▶ _PROBLEM TO WORK ON_
Each line below that contains the word "pixel" must be copied.

START DATA LISTING

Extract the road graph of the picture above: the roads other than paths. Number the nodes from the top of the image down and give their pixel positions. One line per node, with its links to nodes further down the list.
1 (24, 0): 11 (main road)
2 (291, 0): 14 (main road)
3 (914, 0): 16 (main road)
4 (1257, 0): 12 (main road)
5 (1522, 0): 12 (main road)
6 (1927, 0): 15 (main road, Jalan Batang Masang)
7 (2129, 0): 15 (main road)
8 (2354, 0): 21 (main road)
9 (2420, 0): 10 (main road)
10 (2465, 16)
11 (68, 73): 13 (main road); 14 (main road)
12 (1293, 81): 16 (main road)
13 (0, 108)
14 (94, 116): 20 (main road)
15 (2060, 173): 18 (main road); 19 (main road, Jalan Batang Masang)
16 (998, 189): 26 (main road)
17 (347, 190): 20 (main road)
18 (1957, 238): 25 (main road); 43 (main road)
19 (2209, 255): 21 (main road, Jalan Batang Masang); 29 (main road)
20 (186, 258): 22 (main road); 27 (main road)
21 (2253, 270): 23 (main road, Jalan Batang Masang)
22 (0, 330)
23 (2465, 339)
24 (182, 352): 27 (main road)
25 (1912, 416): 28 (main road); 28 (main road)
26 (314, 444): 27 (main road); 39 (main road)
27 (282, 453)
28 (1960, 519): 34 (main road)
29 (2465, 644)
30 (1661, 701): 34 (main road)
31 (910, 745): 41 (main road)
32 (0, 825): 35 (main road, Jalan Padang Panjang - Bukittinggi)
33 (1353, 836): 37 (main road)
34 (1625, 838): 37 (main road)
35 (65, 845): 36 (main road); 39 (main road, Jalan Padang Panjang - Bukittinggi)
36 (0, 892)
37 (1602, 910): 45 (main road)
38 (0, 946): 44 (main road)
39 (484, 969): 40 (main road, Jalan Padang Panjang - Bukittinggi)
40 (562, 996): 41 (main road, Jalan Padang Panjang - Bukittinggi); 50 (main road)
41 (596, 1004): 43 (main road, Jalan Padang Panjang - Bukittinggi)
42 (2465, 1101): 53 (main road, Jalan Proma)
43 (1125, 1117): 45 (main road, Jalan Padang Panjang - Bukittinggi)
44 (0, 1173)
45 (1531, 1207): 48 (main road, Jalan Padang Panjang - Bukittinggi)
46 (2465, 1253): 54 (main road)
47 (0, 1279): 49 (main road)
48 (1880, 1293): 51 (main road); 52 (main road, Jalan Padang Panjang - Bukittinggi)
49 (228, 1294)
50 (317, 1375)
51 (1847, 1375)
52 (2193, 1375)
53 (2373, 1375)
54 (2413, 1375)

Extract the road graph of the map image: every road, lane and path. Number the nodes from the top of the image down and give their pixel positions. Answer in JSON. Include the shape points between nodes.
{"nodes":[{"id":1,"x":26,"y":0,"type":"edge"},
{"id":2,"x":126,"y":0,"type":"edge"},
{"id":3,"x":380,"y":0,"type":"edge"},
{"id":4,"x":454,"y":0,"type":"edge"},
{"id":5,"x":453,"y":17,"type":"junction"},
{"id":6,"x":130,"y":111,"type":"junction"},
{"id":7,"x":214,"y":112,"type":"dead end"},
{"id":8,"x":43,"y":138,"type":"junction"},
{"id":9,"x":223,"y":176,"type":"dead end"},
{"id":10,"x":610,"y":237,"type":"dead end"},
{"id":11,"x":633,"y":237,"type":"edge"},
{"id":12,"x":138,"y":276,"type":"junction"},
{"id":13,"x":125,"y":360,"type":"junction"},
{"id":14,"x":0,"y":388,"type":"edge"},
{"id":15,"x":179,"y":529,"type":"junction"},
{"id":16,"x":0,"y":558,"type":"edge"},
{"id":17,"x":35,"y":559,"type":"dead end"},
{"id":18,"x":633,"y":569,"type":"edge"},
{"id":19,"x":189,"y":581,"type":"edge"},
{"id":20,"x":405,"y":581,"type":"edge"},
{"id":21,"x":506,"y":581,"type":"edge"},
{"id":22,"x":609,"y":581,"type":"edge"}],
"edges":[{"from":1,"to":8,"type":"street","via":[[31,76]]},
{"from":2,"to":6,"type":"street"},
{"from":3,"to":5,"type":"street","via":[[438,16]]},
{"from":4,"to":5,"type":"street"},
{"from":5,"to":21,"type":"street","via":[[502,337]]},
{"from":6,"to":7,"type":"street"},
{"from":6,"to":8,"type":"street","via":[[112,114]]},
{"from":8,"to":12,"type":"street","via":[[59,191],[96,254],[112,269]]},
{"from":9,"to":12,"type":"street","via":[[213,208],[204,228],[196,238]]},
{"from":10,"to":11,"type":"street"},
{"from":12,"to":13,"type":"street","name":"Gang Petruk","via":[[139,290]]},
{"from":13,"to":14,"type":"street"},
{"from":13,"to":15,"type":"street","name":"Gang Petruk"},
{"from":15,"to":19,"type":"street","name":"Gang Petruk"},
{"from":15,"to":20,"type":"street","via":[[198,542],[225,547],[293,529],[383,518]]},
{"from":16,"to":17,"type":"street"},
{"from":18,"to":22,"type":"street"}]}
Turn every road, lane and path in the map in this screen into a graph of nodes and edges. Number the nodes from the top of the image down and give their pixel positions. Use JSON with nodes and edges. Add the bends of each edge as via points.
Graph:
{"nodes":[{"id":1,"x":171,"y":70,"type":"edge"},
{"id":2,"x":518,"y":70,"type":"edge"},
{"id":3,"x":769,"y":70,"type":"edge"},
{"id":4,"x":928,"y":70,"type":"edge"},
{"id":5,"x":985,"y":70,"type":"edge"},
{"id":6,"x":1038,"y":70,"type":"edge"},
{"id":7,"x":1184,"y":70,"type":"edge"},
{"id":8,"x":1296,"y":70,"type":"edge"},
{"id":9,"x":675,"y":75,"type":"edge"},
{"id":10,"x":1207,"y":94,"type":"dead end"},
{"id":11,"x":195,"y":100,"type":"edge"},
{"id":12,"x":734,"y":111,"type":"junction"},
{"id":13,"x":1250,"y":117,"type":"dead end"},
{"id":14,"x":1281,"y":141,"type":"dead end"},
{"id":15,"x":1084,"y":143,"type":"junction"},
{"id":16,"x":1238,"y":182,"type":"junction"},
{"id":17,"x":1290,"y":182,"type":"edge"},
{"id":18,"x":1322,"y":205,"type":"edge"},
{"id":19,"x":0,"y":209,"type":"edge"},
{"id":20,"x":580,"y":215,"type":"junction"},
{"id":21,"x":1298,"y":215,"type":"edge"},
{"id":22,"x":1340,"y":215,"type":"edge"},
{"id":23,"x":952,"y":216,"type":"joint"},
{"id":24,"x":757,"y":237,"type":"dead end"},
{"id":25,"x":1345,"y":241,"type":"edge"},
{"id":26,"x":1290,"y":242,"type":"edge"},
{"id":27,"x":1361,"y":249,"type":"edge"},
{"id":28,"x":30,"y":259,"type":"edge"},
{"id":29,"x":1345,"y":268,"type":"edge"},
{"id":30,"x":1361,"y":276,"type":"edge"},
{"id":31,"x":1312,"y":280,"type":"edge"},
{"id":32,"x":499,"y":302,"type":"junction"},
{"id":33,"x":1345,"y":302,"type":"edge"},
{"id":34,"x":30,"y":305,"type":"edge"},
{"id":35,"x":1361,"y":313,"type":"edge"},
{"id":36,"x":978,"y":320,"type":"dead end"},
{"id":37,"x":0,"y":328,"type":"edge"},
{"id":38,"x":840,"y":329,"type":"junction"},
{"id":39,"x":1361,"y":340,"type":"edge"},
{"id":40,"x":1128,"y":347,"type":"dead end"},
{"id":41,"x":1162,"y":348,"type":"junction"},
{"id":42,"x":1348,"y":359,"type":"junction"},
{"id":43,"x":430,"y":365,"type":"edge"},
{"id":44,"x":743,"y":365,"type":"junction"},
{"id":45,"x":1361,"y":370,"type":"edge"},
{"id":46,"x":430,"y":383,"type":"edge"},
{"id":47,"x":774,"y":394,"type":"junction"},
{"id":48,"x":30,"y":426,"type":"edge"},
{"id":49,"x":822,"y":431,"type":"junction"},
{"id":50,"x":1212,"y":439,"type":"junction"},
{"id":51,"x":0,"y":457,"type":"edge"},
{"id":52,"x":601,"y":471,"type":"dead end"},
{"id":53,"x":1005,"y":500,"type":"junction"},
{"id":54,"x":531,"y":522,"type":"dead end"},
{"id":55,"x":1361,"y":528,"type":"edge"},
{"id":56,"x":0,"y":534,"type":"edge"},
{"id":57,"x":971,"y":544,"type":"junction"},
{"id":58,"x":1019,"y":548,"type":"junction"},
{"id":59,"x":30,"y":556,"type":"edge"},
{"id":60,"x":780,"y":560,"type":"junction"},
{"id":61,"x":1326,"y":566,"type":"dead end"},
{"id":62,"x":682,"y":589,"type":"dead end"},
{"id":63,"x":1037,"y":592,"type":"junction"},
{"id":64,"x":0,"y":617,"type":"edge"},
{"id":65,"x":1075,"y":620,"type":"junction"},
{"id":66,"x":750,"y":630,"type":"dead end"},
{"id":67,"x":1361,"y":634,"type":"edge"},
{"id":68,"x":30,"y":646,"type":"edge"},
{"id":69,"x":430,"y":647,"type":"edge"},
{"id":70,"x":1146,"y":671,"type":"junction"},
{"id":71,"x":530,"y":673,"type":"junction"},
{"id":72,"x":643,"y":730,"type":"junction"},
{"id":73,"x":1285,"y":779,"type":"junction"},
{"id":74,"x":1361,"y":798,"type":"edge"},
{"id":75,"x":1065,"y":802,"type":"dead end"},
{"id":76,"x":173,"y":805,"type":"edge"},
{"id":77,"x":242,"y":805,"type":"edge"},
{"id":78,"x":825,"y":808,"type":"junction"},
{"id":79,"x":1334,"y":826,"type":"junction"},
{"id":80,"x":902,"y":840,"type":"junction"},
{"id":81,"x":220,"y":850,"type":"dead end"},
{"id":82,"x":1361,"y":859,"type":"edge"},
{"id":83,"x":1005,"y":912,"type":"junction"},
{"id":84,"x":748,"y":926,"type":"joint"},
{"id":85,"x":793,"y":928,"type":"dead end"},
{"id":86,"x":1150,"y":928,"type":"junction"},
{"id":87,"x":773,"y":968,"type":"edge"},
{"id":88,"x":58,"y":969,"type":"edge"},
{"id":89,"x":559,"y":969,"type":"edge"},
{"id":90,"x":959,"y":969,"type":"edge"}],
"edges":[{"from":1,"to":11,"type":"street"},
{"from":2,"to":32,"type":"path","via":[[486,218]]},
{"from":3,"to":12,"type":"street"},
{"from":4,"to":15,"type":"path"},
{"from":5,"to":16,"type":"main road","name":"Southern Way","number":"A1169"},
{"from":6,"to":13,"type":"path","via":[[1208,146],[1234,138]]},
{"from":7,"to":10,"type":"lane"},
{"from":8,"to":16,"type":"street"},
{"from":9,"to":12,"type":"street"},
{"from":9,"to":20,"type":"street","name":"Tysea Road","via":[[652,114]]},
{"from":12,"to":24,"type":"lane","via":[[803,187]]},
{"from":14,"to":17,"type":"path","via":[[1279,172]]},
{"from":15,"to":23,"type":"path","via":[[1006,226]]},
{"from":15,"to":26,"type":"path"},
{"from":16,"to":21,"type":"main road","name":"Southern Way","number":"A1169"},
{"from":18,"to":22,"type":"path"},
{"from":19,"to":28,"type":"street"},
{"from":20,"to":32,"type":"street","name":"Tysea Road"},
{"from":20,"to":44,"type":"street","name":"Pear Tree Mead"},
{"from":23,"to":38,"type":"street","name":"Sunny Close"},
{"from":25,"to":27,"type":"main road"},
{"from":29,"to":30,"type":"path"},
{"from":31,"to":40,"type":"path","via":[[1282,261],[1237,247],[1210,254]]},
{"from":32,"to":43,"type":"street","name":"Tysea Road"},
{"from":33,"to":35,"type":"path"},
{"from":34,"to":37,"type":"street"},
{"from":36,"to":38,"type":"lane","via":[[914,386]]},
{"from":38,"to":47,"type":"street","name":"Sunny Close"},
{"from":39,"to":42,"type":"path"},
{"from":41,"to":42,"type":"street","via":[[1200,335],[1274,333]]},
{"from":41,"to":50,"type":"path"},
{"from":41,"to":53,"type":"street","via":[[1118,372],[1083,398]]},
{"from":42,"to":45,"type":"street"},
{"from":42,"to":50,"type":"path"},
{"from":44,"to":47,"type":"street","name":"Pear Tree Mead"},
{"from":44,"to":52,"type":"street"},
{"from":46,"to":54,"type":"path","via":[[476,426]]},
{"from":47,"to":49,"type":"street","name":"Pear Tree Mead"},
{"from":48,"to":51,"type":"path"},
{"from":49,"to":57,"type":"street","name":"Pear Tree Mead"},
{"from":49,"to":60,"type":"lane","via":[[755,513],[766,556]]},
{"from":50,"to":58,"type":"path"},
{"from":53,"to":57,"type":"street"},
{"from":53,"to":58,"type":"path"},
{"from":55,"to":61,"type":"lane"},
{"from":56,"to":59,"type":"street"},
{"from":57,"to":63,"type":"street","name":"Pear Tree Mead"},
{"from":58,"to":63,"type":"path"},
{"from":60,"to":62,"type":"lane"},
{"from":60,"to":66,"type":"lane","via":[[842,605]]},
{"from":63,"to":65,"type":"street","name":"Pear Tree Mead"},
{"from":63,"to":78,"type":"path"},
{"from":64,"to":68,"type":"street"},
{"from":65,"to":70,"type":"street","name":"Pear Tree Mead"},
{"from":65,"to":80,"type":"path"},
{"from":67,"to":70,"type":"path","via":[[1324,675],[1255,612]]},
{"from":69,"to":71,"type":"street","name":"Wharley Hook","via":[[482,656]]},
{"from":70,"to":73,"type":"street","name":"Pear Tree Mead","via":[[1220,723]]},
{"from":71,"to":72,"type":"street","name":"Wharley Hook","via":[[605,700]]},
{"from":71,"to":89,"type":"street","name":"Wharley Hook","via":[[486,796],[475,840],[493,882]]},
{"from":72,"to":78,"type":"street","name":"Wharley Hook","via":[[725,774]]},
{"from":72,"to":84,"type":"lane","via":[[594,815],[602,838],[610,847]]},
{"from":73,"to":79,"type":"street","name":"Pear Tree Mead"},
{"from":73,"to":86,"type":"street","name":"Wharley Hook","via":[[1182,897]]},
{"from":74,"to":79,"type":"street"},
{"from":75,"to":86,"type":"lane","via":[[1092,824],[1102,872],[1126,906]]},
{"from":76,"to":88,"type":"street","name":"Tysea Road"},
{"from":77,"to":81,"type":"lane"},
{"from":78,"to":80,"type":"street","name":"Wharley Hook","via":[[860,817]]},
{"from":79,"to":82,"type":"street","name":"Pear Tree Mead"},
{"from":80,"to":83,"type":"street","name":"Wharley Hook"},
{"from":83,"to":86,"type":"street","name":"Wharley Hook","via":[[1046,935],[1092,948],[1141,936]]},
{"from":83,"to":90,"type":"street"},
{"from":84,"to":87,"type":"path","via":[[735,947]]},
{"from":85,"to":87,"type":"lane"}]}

END DATA LISTING

▶ _RESULT BELOW_
Extract the road graph of the picture above: the roads other than paths. Number the nodes from the top of the image down and give their pixel positions. One line per node, with its links to nodes further down the list.
Extract the road graph of the map image: every road, lane and path. Number the nodes from the top of the image down and give their pixel positions. Answer in JSON. Include the shape points between nodes.
Turn every road, lane and path in the map in this screen into a graph of nodes and edges. Number the nodes from the top of the image down and give their pixel positions. Use JSON with nodes and edges. Add the bends of each edge as via points.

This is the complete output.